Book Synopsis Handbook of Energy Economics and Policy by : Alessandro Rubino
Download or read book Handbook of Energy Economics and Policy written by Alessandro Rubino and published by Elsevier. This book was released on 2021-05-10 with total page 692 pages. Available in PDF, EPUB and Kindle. Book excerpt: Handbook of Energy Economics and Policy: Fundamentals and Applications for Engineers and Energy Planners presents energy engineers and managers with analytical skills and concepts that enable them to apply simple economic logic to understand the interrelations between energy technologies, economics, regulation and governance of the industry. Sections cover the origins, types and measurement of energy sources, transportation networks, and regulatory and policy issues on electricity and gas at a global level, new economic and policy issues, including innovation processes in the energy industry and economic and policy implications. Final sections cover state-of-the-art methods for modeling and predicting the dynamics of energy systems. Its unique approach and learning path makes this book an ideal resource for energy engineering practitioners and researchers working to design, develop, plan or deploy energy systems. Energy planners and policymakers will also find this to be a solid foundation on which to base decisions. Presents key-concepts and their interrelation with energy technologies and systems in a clear way for ready application during planning and deployment of energy technologies and systems Includes global case studies covering a wide array of energy sources and regulatory models Explores methodologies for modeling and forecasting the impacts of energy technologies and systems, as well as their costs and possible business models
Book Synopsis Routledge Handbook of Food Waste by : Christian Reynolds
Download or read book Routledge Handbook of Food Waste written by Christian Reynolds and published by Routledge. This book was released on 2020-01-13 with total page 557 pages.

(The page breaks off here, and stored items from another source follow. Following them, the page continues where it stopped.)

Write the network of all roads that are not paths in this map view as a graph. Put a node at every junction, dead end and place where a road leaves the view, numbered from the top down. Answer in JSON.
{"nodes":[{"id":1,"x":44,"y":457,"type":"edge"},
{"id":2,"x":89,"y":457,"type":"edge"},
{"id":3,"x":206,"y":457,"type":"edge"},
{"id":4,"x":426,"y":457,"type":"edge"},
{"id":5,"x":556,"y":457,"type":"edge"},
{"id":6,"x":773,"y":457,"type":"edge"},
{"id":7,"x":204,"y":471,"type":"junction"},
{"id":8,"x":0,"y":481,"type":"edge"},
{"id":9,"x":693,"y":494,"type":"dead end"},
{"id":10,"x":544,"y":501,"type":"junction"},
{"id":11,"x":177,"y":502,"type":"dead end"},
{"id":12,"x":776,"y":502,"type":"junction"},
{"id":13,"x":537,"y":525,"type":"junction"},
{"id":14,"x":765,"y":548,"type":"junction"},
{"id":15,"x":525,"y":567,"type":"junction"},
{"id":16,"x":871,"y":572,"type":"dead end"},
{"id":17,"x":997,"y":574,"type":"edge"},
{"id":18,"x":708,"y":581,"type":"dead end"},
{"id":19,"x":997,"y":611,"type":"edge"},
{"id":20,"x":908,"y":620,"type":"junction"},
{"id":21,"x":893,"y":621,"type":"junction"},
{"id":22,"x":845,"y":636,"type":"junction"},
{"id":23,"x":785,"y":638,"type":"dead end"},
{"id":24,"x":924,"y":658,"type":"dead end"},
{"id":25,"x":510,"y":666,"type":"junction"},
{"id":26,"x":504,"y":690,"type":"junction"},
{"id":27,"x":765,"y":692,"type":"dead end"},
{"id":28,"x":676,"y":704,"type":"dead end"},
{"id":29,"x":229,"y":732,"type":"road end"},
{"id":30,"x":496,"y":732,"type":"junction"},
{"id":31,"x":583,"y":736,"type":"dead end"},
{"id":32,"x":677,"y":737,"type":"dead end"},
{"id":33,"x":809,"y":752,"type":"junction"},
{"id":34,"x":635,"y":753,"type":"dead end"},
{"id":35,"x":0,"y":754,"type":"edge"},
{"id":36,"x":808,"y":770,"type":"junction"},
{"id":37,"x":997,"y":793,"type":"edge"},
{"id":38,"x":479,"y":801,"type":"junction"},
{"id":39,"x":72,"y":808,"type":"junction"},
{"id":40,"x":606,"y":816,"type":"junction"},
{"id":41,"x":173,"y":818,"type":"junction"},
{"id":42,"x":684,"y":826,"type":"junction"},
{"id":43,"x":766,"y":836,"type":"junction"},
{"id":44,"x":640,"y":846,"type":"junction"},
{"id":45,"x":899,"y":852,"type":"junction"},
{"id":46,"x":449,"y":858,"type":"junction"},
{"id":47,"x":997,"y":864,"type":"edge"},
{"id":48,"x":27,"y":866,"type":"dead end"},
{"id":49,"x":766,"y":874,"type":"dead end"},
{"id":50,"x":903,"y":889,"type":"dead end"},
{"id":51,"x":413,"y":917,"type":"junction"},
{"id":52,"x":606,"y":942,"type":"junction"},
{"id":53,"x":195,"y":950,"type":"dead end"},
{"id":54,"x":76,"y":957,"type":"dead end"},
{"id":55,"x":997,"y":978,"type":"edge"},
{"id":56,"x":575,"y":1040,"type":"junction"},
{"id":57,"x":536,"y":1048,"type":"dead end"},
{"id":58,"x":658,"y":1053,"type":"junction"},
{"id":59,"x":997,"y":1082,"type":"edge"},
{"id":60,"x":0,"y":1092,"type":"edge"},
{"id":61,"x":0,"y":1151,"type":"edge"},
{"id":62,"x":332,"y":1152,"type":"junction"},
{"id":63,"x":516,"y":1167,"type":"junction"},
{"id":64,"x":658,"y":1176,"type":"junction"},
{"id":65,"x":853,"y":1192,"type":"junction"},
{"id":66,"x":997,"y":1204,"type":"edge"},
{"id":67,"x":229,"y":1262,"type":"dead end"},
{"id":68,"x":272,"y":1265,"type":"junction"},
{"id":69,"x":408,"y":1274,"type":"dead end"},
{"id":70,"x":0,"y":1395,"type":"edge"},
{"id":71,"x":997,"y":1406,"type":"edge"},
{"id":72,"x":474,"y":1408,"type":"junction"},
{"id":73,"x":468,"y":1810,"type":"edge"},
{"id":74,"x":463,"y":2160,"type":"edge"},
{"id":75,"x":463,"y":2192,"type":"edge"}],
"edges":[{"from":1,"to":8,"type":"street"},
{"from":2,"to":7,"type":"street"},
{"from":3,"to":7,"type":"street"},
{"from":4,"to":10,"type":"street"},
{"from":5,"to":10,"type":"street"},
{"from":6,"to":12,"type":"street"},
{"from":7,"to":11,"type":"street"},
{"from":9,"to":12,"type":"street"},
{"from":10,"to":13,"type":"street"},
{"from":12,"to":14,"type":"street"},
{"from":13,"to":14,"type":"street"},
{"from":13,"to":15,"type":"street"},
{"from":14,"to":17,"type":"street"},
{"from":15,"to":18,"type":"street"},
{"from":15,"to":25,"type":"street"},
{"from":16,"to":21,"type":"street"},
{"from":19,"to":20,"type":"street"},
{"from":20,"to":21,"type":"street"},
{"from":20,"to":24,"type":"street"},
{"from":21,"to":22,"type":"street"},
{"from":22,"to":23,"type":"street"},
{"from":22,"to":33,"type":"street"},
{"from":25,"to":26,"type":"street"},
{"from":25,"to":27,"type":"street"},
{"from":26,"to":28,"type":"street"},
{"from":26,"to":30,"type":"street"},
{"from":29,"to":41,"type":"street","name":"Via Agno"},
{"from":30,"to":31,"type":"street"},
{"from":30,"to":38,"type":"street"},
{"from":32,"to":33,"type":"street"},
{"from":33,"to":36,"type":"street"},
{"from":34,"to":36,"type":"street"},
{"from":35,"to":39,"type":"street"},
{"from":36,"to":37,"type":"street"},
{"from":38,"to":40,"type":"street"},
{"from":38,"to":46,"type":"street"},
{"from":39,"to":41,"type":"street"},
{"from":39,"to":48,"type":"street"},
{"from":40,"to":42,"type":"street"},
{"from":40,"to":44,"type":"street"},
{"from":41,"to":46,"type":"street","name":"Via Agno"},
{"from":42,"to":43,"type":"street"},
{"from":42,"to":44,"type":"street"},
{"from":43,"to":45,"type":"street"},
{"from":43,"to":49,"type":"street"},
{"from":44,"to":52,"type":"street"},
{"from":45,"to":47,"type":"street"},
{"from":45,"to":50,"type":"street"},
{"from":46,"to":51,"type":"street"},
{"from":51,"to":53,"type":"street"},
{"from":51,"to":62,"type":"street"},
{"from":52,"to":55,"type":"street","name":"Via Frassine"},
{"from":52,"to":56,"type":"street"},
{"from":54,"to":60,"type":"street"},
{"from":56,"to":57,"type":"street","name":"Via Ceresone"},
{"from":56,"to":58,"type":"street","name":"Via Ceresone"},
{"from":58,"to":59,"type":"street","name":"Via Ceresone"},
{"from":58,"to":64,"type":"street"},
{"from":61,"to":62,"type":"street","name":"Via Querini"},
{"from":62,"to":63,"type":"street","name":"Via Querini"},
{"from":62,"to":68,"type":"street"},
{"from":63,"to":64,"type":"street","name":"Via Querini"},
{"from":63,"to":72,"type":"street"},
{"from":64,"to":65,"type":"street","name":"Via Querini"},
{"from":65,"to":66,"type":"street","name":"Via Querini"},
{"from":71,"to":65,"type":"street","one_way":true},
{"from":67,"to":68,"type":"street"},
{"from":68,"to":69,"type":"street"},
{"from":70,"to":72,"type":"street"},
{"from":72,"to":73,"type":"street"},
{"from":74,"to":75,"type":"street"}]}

Available in PDF, EPUB and Kindle. Book excerpt: This comprehensive handbook represents a definitive state of the current art and science of food waste from multiple perspectives. The issue of food waste has emerged in recent years as a major global problem. Recent research has enabled greater understanding and measurement of loss and waste throughout food supply chains, shedding light on contributing factors and practical solutions. This book includes perspectives and disciplines ranging from agriculture, food science, industrial ecology, history, economics, consumer behaviour, geography, theology, planning, sociology, and environmental policy among others. The Routledge Handbook of Food Waste addresses new and ongoing debates around systemic causes and solutions, including behaviour change, social innovation, new technologies, spirituality, redistribution, animal feed, and activism. The chapters describe and evaluate country case studies, waste management, treatment, prevention, and reduction approaches, and compares research methodologies for better understanding food wastage. This book is essential reading for the growing number of food waste scholars, practitioners, and policy makers interested in researching, theorising, debating, and solving the multifaceted phenomenon of food waste.